[Task]:
Retrieve each line that contains the word "Genting" from the entries below.

[Collected data]:
****
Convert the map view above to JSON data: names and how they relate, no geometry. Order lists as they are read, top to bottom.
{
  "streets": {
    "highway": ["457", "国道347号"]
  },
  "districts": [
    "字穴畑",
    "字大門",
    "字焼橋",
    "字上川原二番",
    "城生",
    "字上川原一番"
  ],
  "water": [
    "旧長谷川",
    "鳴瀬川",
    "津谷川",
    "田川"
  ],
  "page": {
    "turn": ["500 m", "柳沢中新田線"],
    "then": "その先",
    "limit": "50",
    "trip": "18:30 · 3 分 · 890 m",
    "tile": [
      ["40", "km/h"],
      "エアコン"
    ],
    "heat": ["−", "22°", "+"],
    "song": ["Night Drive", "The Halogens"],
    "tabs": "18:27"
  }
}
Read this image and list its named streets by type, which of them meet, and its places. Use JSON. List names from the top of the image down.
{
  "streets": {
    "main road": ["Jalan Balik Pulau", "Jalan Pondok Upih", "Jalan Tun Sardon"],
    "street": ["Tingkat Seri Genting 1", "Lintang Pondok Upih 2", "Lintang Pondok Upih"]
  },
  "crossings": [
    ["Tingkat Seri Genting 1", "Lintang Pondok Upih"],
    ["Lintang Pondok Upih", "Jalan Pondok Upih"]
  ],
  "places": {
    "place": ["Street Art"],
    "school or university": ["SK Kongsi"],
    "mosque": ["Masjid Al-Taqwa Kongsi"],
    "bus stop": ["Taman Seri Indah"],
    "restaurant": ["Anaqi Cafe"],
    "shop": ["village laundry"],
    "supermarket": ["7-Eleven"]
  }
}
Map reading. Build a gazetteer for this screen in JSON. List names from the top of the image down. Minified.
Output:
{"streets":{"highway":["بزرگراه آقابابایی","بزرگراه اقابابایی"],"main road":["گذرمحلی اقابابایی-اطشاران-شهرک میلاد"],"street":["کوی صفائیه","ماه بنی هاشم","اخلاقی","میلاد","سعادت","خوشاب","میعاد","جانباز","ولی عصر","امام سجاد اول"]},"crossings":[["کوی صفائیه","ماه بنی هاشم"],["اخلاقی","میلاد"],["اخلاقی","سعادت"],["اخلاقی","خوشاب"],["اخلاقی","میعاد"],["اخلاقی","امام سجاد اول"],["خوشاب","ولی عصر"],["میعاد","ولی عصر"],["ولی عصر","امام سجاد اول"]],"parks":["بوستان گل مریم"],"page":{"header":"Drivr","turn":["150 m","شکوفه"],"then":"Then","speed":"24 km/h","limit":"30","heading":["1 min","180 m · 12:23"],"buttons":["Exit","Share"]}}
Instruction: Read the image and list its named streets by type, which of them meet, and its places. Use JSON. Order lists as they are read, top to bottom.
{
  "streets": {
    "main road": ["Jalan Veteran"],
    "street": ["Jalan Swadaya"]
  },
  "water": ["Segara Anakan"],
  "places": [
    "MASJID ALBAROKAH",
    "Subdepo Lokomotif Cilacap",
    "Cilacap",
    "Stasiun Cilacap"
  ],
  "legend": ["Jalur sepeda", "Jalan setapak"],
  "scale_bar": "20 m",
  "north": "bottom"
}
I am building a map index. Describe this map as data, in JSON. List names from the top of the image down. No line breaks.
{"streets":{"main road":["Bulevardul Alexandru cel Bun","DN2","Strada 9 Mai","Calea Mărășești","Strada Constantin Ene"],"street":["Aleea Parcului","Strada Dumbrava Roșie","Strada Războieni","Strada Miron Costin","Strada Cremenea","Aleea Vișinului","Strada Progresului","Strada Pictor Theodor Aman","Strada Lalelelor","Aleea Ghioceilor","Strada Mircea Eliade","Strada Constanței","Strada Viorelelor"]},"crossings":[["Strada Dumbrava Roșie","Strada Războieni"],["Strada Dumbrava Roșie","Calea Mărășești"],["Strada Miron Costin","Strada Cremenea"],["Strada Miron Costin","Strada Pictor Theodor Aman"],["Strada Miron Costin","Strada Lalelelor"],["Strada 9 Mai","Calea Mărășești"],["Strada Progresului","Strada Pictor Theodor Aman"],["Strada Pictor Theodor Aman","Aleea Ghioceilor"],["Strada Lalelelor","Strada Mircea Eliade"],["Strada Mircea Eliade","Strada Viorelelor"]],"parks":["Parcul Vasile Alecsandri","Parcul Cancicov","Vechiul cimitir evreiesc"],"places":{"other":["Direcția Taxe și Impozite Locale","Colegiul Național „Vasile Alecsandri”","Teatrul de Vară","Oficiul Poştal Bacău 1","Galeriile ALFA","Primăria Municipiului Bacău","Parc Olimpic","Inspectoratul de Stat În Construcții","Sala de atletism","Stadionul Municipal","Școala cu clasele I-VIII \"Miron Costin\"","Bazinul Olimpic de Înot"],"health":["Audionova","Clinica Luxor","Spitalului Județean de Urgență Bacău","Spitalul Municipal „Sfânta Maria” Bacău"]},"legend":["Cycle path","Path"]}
****
[Task output]:
    "street": ["Tingkat Seri Genting 1", "Lintang Pondok Upih 2", "Lintang Pondok Upih"]
    ["Tingkat Seri Genting 1", "Lintang Pondok Upih"],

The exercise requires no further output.